▸ DESCRIPTION OF THE TASK
State the number of lines in the records underneath where the word "Mathias" turns up, and say nothing else.

*** Begin section ***

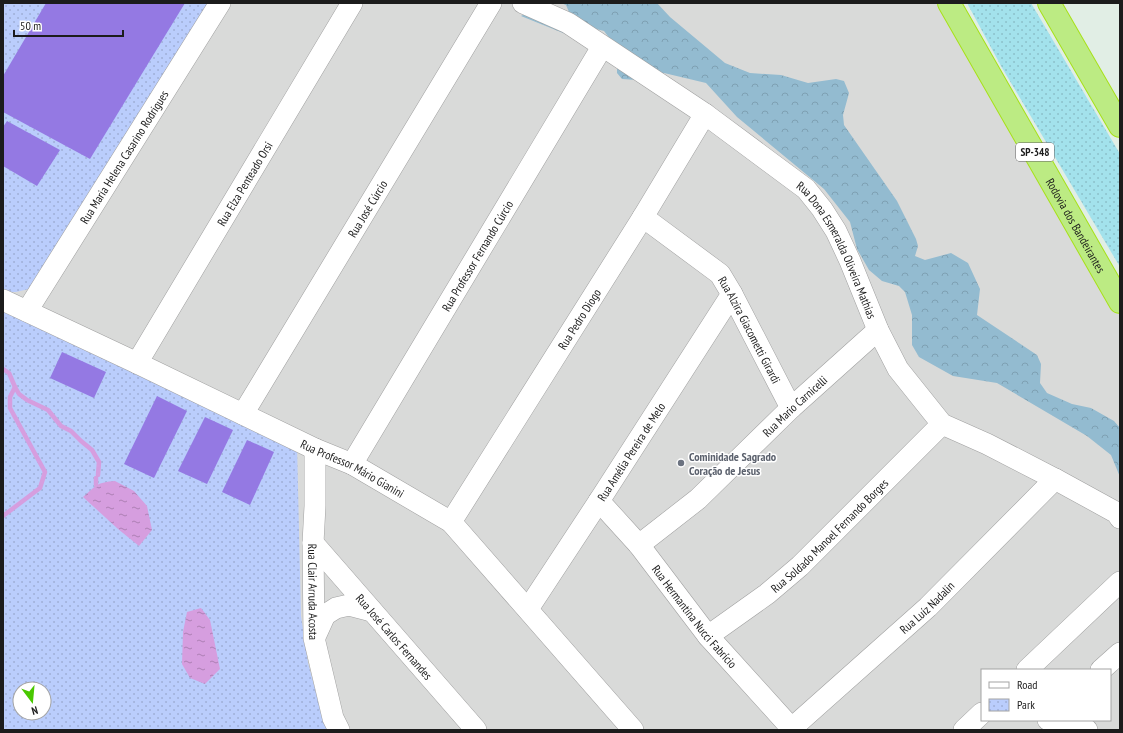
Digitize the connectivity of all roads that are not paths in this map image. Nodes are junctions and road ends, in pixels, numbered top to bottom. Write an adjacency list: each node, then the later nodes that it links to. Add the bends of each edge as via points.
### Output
1 (220, 3): 14 (street, Rua Maria Helena Casarino Rodrigues)
2 (352, 3): 16 (street, Rua Elza Penteado Orsi)
3 (491, 3): 18 (street, Rua José Cúrcio)
4 (523, 3): 7 (street, Rua Dona Esmeralda Oliveira Mathias, via 568,23)
5 (949, 3): 13 (highway, Rodovia dos Bandeirantes / SP-348)
6 (1049, 3): 9 (highway)
7 (602, 47): 8 (street, Rua Dona Esmeralda Oliveira Mathias); 21 (street, Rua Professor Fernando Cúrcio)
8 (706, 114): 10 (street, Rua Pedro Diogo); 15 (street, Rua Dona Esmeralda Oliveira Mathias, via 806,189 822,209 836,231)
9 (1120, 126)
10 (643, 217): 11 (street, Rua Alzira Giacometti Girardi, via 720,274); 25 (street, Rua Pedro Diogo)
11 (732, 294): 17 (street, Rua Alzira Giacometti Girardi); 23 (street, Rua Amélia Pereira de Melo)
12 (3, 300): 14 (street, Rua Professor Mário Gianini)
13 (1120, 302)
14 (26, 311): 16 (street, Rua Professor Mário Gianini)
15 (878, 330): 17 (street, Rua Mario Carnicelli); 19 (street, Rua Dona Esmeralda Oliveira Mathias, via 898,368)
16 (137, 363): 18 (street, Rua Professor Mário Gianini)
17 (791, 408): 27 (street, Rua Mario Carnicelli, via 698,499)
18 (243, 414): 20 (street, Rua Professor Mário Gianini)
19 (942, 424): 22 (street, Rua Dona Esmeralda Oliveira Mathias); 31 (street, Rua Soldado Manoel Fernando Borges, via 800,566 767,594)
20 (315, 449): 21 (street, Rua Professor Mário Gianini); 26 (street, Rua Clair Arruda Acosta)
21 (352, 464): 25 (street, Rua Professor Mário Gianini)
22 (1056, 479): 24 (street, Rua Dona Esmeralda Oliveira Mathias, via 1117,513); 39 (street, Rua Luíz Nadalin, via 928,607)
23 (599, 501): 27 (street, Rua Hermantina Nucci Fabrício); 29 (street, Rua Amélia Pereira de Melo)
24 (1120, 518)
25 (451, 522): 29 (street, Rua Professor Mário Gianini)
26 (313, 543): 30 (street, Rua José Carlos Fernandes); 32 (street, Rua Clair Arruda Acosta)
27 (639, 545): 31 (street, Rua Hermantina Nucci Fabrício)
28 (1120, 582): 34 (street)
29 (528, 609): 42 (street, Rua Professor Mário Gianini)
30 (372, 611): 32 (street, via 349,605 336,608 325,615); 41 (street, Rua José Carlos Fernandes)
31 (708, 636): 39 (street, Rua Hermantina Nucci Fabrício)
32 (314, 638): 40 (street, Rua Clair Arruda Acosta, via 333,718)
33 (1120, 653): 35 (street)
34 (1028, 669)
35 (1102, 669)
36 (981, 714): 43 (street)
37 (1044, 721): 44 (street)
38 (1052, 721): 45 (street)
39 (792, 729)
40 (339, 730)
41 (476, 730)
42 (633, 730)
43 (964, 730)
44 (1033, 730)
45 (1087, 730)

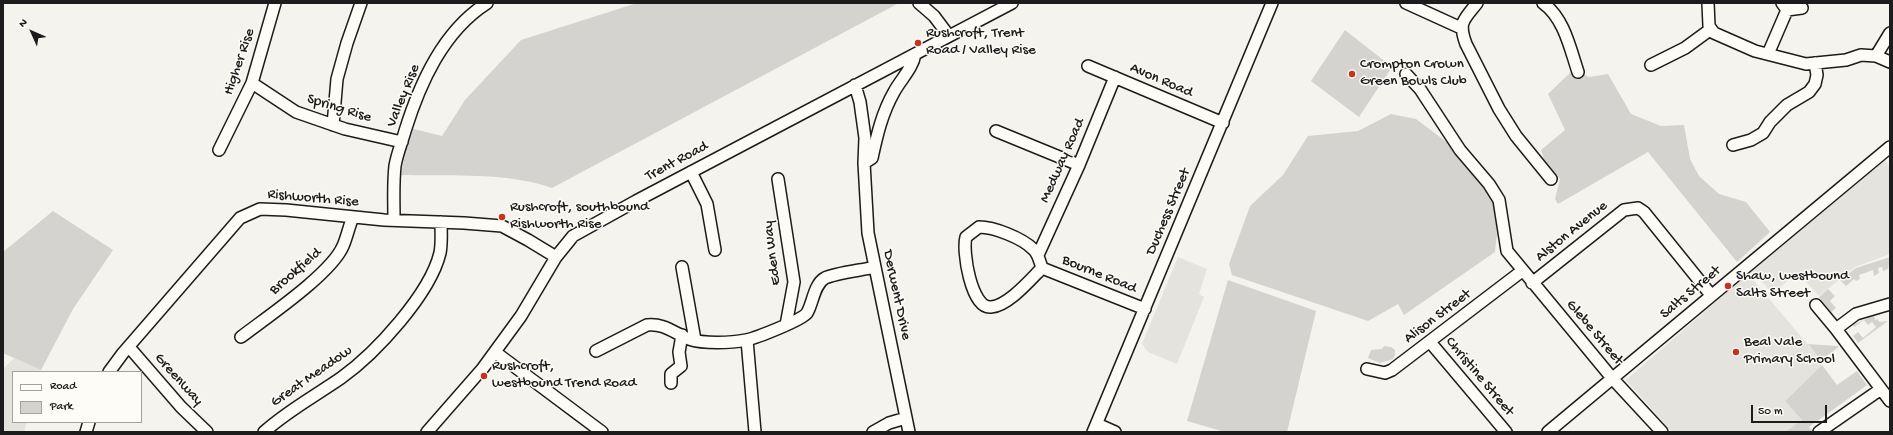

*** End section ***

▸ WRITTEN RESPONSE
6